### Task requirements:
For this exercise, set down all the records exactly as given.

Start of Records for the task

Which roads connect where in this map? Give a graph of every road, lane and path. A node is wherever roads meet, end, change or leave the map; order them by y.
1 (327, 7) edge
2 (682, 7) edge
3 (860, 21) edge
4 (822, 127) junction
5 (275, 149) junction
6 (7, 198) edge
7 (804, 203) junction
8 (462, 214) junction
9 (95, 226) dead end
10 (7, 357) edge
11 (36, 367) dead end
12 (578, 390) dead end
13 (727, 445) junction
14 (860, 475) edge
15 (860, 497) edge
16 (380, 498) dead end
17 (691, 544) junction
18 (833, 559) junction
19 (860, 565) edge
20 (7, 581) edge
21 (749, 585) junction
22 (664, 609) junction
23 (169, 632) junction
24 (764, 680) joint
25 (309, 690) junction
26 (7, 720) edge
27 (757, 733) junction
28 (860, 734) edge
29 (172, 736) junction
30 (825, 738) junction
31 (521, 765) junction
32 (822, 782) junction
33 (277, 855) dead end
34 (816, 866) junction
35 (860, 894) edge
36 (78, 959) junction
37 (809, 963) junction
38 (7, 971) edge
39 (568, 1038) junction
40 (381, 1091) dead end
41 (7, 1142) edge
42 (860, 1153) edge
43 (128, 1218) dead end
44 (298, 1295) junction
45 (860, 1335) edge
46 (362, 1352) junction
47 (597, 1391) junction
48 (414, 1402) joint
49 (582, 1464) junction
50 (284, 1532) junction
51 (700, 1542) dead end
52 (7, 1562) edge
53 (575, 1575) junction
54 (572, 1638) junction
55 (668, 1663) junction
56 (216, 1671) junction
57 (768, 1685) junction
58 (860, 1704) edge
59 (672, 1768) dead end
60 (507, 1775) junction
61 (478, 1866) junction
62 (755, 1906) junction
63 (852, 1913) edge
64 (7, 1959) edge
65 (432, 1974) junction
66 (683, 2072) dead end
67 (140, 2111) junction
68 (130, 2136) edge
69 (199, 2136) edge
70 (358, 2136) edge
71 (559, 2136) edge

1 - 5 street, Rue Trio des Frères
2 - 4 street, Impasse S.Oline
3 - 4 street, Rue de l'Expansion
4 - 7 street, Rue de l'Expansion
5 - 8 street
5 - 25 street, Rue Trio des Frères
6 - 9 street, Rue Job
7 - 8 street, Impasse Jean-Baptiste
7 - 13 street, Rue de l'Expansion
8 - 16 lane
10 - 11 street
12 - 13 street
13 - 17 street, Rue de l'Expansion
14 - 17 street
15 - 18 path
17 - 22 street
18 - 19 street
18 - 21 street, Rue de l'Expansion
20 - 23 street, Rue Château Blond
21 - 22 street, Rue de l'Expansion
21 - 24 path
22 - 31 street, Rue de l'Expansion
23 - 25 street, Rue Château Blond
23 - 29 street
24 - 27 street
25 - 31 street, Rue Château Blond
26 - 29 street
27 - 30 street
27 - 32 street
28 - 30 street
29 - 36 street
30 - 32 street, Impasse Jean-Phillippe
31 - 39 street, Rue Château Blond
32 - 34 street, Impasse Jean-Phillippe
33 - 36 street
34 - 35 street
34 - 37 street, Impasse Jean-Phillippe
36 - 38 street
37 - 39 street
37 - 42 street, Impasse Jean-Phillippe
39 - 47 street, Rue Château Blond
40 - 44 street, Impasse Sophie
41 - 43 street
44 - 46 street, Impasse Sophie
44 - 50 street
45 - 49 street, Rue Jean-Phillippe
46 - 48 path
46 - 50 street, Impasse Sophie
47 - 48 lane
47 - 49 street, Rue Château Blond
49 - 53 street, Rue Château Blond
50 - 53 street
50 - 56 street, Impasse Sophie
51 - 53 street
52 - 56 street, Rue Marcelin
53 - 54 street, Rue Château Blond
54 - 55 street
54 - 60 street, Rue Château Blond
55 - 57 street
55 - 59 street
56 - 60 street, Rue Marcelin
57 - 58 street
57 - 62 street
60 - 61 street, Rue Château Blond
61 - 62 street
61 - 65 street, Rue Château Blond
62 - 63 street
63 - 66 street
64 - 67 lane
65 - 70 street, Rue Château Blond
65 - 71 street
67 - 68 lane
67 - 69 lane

End of Records for the task

### Exercise answer:
Which roads connect where in this map? Give a graph of every road, lane and path. A node is wherever roads meet, end, change or leave the map; order them by y.
1 (327, 7) edge
2 (682, 7) edge
3 (860, 21) edge
4 (822, 127) junction
5 (275, 149) junction
6 (7, 198) edge
7 (804, 203) junction
8 (462, 214) junction
9 (95, 226) dead end
10 (7, 357) edge
11 (36, 367) dead end
12 (578, 390) dead end
13 (727, 445) junction
14 (860, 475) edge
15 (860, 497) edge
16 (380, 498) dead end
17 (691, 544) junction
18 (833, 559) junction
19 (860, 565) edge
20 (7, 581) edge
21 (749, 585) junction
22 (664, 609) junction
23 (169, 632) junction
24 (764, 680) joint
25 (309, 690) junction
26 (7, 720) edge
27 (757, 733) junction
28 (860, 734) edge
29 (172, 736) junction
30 (825, 738) junction
31 (521, 765) junction
32 (822, 782) junction
33 (277, 855) dead end
34 (816, 866) junction
35 (860, 894) edge
36 (78, 959) junction
37 (809, 963) junction
38 (7, 971) edge
39 (568, 1038) junction
40 (381, 1091) dead end
41 (7, 1142) edge
42 (860, 1153) edge
43 (128, 1218) dead end
44 (298, 1295) junction
45 (860, 1335) edge
46 (362, 1352) junction
47 (597, 1391) junction
48 (414, 1402) joint
49 (582, 1464) junction
50 (284, 1532) junction
51 (700, 1542) dead end
52 (7, 1562) edge
53 (575, 1575) junction
54 (572, 1638) junction
55 (668, 1663) junction
56 (216, 1671) junction
57 (768, 1685) junction
58 (860, 1704) edge
59 (672, 1768) dead end
60 (507, 1775) junction
61 (478, 1866) junction
62 (755, 1906) junction
63 (852, 1913) edge
64 (7, 1959) edge
65 (432, 1974) junction
66 (683, 2072) dead end
67 (140, 2111) junction
68 (130, 2136) edge
69 (199, 2136) edge
70 (358, 2136) edge
71 (559, 2136) edge

1 - 5 street, Rue Trio des Frères
2 - 4 street, Impasse S.Oline
3 - 4 street, Rue de l'Expansion
4 - 7 street, Rue de l'Expansion
5 - 8 street
5 - 25 street, Rue Trio des Frères
6 - 9 street, Rue Job
7 - 8 street, Impasse Jean-Baptiste
7 - 13 street, Rue de l'Expansion
8 - 16 lane
10 - 11 street
12 - 13 street
13 - 17 street, Rue de l'Expansion
14 - 17 street
15 - 18 path
17 - 22 street
18 - 19 street
18 - 21 street, Rue de l'Expansion
20 - 23 street, Rue Château Blond
21 - 22 street, Rue de l'Expansion
21 - 24 path
22 - 31 street, Rue de l'Expansion
23 - 25 street, Rue Château Blond
23 - 29 street
24 - 27 street
25 - 31 street, Rue Château Blond
26 - 29 street
27 - 30 street
27 - 32 street
28 - 30 street
29 - 36 street
30 - 32 street, Impasse Jean-Phillippe
31 - 39 street, Rue Château Blond
32 - 34 street, Impasse Jean-Phillippe
33 - 36 street
34 - 35 street
34 - 37 street, Impasse Jean-Phillippe
36 - 38 street
37 - 39 street
37 - 42 street, Impasse Jean-Phillippe
39 - 47 street, Rue Château Blond
40 - 44 street, Impasse Sophie
41 - 43 street
44 - 46 street, Impasse Sophie
44 - 50 street
45 - 49 street, Rue Jean-Phillippe
46 - 48 path
46 - 50 street, Impasse Sophie
47 - 48 lane
47 - 49 street, Rue Château Blond
49 - 53 street, Rue Château Blond
50 - 53 street
50 - 56 street, Impasse Sophie
51 - 53 street
52 - 56 street, Rue Marcelin
53 - 54 street, Rue Château Blond
54 - 55 street
54 - 60 street, Rue Château Blond
55 - 57 street
55 - 59 street
56 - 60 street, Rue Marcelin
57 - 58 street
57 - 62 street
60 - 61 street, Rue Château Blond
61 - 62 street
61 - 65 street, Rue Château Blond
62 - 63 street
63 - 66 street
64 - 67 lane
65 - 70 street, Rue Château Blond
65 - 71 street
67 - 68 lane
67 - 69 lane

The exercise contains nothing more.